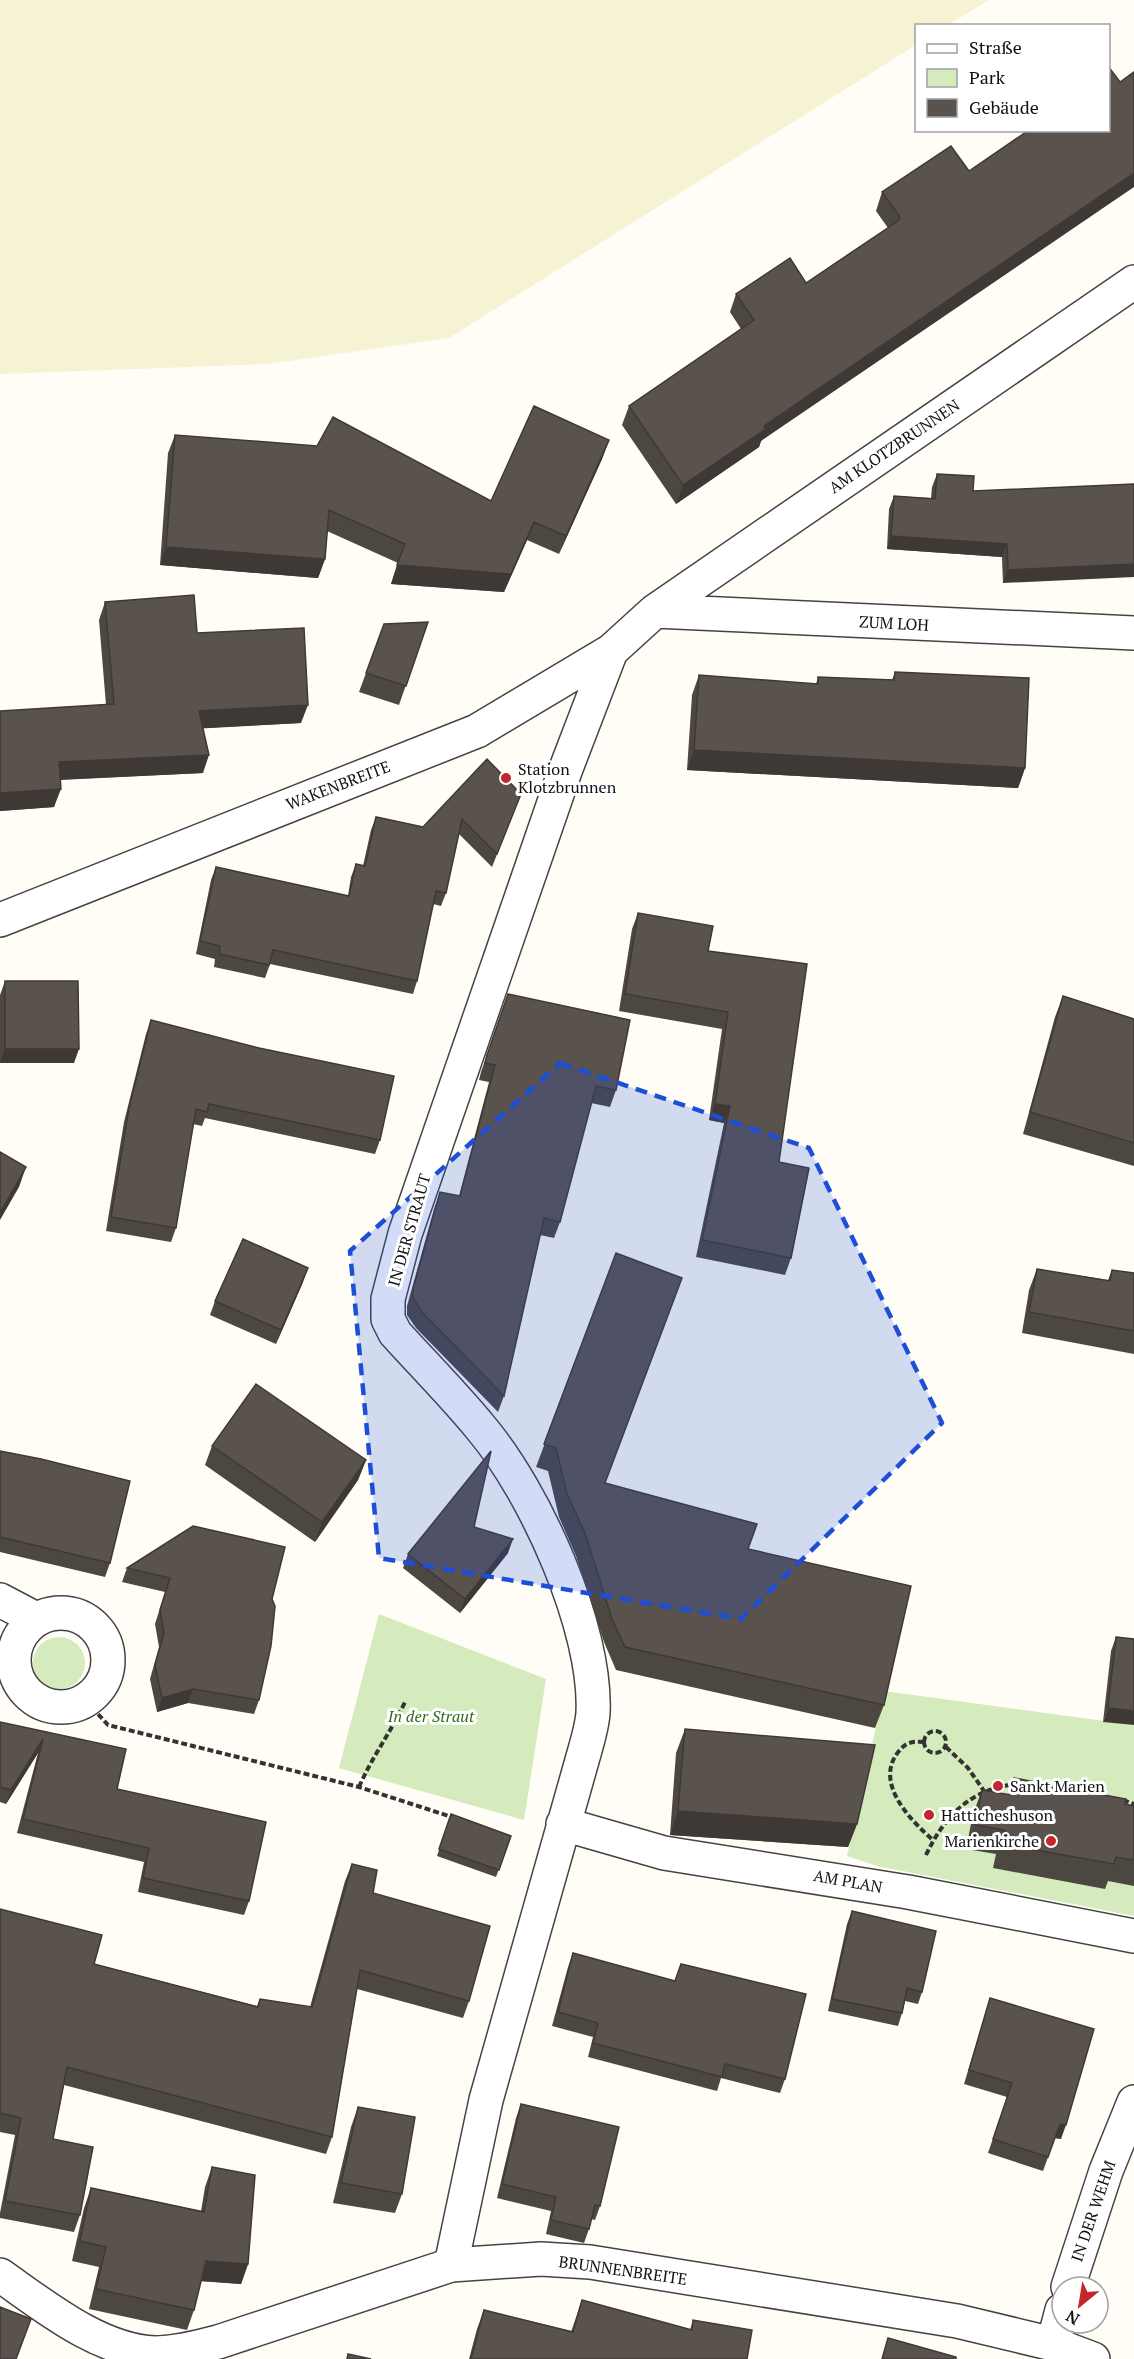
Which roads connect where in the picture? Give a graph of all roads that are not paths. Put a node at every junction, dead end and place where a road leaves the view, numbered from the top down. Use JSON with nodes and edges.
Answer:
{"nodes":[{"id":1,"x":1134,"y":282,"type":"edge"},
{"id":2,"x":655,"y":611,"type":"junction"},
{"id":3,"x":1134,"y":633,"type":"edge"},
{"id":4,"x":611,"y":651,"type":"junction"},
{"id":5,"x":0,"y":920,"type":"edge"},
{"id":6,"x":0,"y":1600,"type":"edge"},
{"id":7,"x":36,"y":1619,"type":"junction"},
{"id":8,"x":563,"y":1824,"type":"junction"},
{"id":9,"x":1134,"y":1936,"type":"edge"},
{"id":10,"x":1134,"y":2103,"type":"edge"},
{"id":11,"x":451,"y":2265,"type":"junction"},
{"id":12,"x":0,"y":2275,"type":"edge"},
{"id":13,"x":1072,"y":2275,"type":"edge"},
{"id":14,"x":1055,"y":2335,"type":"edge"},
{"id":15,"x":1053,"y":2344,"type":"junction"},
{"id":16,"x":1093,"y":2359,"type":"edge"}],
"edges":[{"from":1,"to":2,"type":"street","name":"AM KLOTZBRUNNEN"},
{"from":2,"to":3,"type":"street","name":"ZUM LOH"},
{"from":2,"to":4,"type":"street","name":"WAKENBREITE"},
{"from":4,"to":5,"type":"street","name":"WAKENBREITE"},
{"from":4,"to":8,"type":"street","name":"IN DER STRAUT"},
{"from":6,"to":7,"type":"street"},
{"from":7,"to":7,"type":"street"},
{"from":8,"to":9,"type":"street","name":"AM PLAN"},
{"from":8,"to":11,"type":"street","name":"IN DER STRAUT"},
{"from":10,"to":13,"type":"street","name":"IN DER WEHM"},
{"from":11,"to":12,"type":"street","name":"BRUNNENBREITE"},
{"from":11,"to":15,"type":"street","name":"BRUNNENBREITE"},
{"from":14,"to":15,"type":"street"},
{"from":15,"to":16,"type":"street","name":"BRUNNENBREITE"}]}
--
*What the exercise asks*
Could the data above be reproduced exactly, with the pictures left out?

*Solution for this exercise*
Which roads connect where in the picture? Give a graph of all roads that are not paths. Put a node at every junction, dead end and place where a road leaves the view, numbered from the top down. Use JSON with nodes and edges.
Answer:
{"nodes":[{"id":1,"x":1134,"y":282,"type":"edge"},
{"id":2,"x":655,"y":611,"type":"junction"},
{"id":3,"x":1134,"y":633,"type":"edge"},
{"id":4,"x":611,"y":651,"type":"junction"},
{"id":5,"x":0,"y":920,"type":"edge"},
{"id":6,"x":0,"y":1600,"type":"edge"},
{"id":7,"x":36,"y":1619,"type":"junction"},
{"id":8,"x":563,"y":1824,"type":"junction"},
{"id":9,"x":1134,"y":1936,"type":"edge"},
{"id":10,"x":1134,"y":2103,"type":"edge"},
{"id":11,"x":451,"y":2265,"type":"junction"},
{"id":12,"x":0,"y":2275,"type":"edge"},
{"id":13,"x":1072,"y":2275,"type":"edge"},
{"id":14,"x":1055,"y":2335,"type":"edge"},
{"id":15,"x":1053,"y":2344,"type":"junction"},
{"id":16,"x":1093,"y":2359,"type":"edge"}],
"edges":[{"from":1,"to":2,"type":"street","name":"AM KLOTZBRUNNEN"},
{"from":2,"to":3,"type":"street","name":"ZUM LOH"},
{"from":2,"to":4,"type":"street","name":"WAKENBREITE"},
{"from":4,"to":5,"type":"street","name":"WAKENBREITE"},
{"from":4,"to":8,"type":"street","name":"IN DER STRAUT"},
{"from":6,"to":7,"type":"street"},
{"from":7,"to":7,"type":"street"},
{"from":8,"to":9,"type":"street","name":"AM PLAN"},
{"from":8,"to":11,"type":"street","name":"IN DER STRAUT"},
{"from":10,"to":13,"type":"street","name":"IN DER WEHM"},
{"from":11,"to":12,"type":"street","name":"BRUNNENBREITE"},
{"from":11,"to":15,"type":"street","name":"BRUNNENBREITE"},
{"from":14,"to":15,"type":"street"},
{"from":15,"to":16,"type":"street","name":"BRUNNENBREITE"}]}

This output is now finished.